[Pythonmac-SIG] How can python incorporate GNU's readline library?

Bob Ippolito bob at redivi.com
Tue May 3 00:10:38 CEST 2005


On May 2, 2005, at 5:52 PM, Frederick C. Lee wrote:

> Greetings:
>      I've just installed Tiger (MacOSX 10.4).  My current Python
> version is:
>
> [/Users/Ric]python
> Python 2.3.5 (#1, Mar 20 2005, 20:38:20)
> [GCC 3.3 20030304 (Apple Computer, Inc. build 1809)] on darwin
>
> And I also have GNU's readline library via DarwinPorts:
>
> [/Users/Ric]port installed
> The following ports are currently installed:
>    docbook-xml 4.3_0 (active)
>    readline 5.0.005_0 (active) <--------
>    shapelib 1.2.10_0 (active)
>    sqlite 2.8.15_0 (active)
>    swig 1.3.24_0 (active)
> [/Users/Ric]
>
> But it appears that Python doesn't see the readline library.  Typing
> a ctrl-P at the Python prompt doesn't do anything.
>
> How do I make Python aware of GNU's readline library?

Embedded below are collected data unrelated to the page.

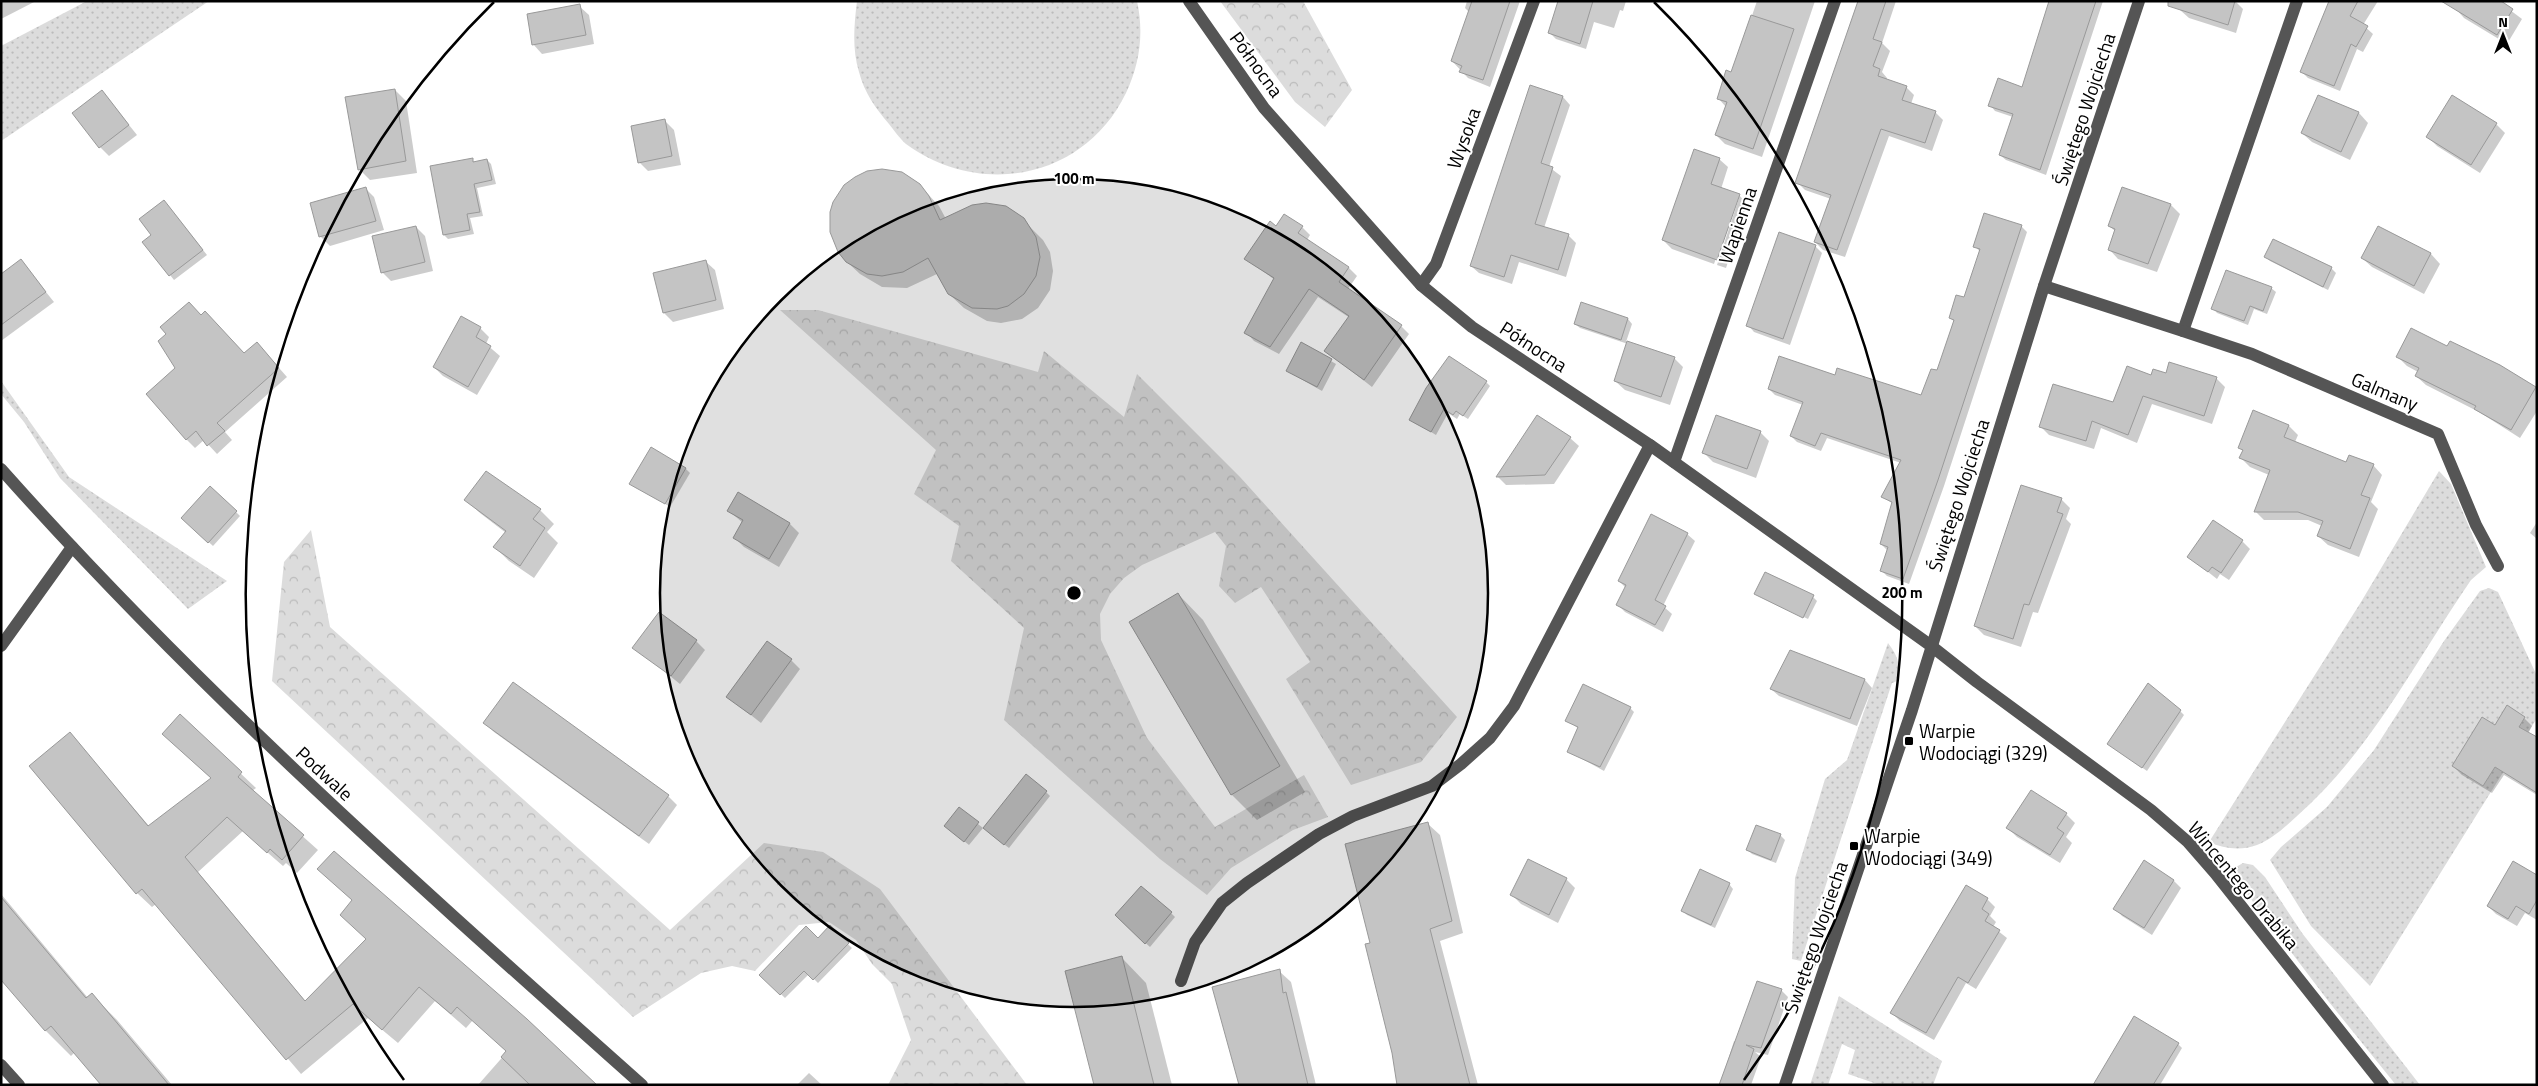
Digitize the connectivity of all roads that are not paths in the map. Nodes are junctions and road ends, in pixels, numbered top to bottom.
1 (1189, 1) edge
2 (1534, 1) edge
3 (1835, 1) edge
4 (2139, 1) edge
5 (2297, 1) edge
6 (1421, 285) junction
7 (2044, 286) junction
8 (2183, 331) junction
9 (1650, 445) junction
10 (1674, 462) junction
11 (1, 469) edge
12 (72, 547) junction
13 (2498, 566) dead end
14 (1930, 645) junction
15 (1, 646) edge
16 (1181, 981) dead end
17 (1, 1065) edge
18 (19, 1085) edge
19 (642, 1085) edge
20 (1785, 1085) edge
21 (2383, 1085) edge

1 - 6 street, Północna
2 - 6 street, Wysoka
3 - 10 street, Wapienna
4 - 7 street, Świętego Wojciecha
5 - 8 street
6 - 9 street, Północna
7 - 8 street, Galmany
7 - 14 street, Świętego Wojciecha
8 - 13 street, Galmany
9 - 10 street, Północna
9 - 16 street
10 - 14 street, Północna
11 - 12 street, Podwale
12 - 15 street
12 - 19 street, Podwale
14 - 20 street, Świętego Wojciecha
14 - 21 street, Wincentego Drabika
17 - 18 street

readline needs to be present during the process of building Python,  
because the readline extension must be built.  Simply having readline  
installed on the system isn't going to do anything.  Apple doesn't  
ship with readline (well it pretends to, but it's just BSD libedit,  
which isn't good enough for Python).

What you want to do is go to http://pythonmac.org/packages/ and  
install TigerPython23Compat (from "Mac OS X 10.4 (stock Python  
2.3.5)") and readline (from "Mac OS X 10.3 (stock Python 2.3.0)").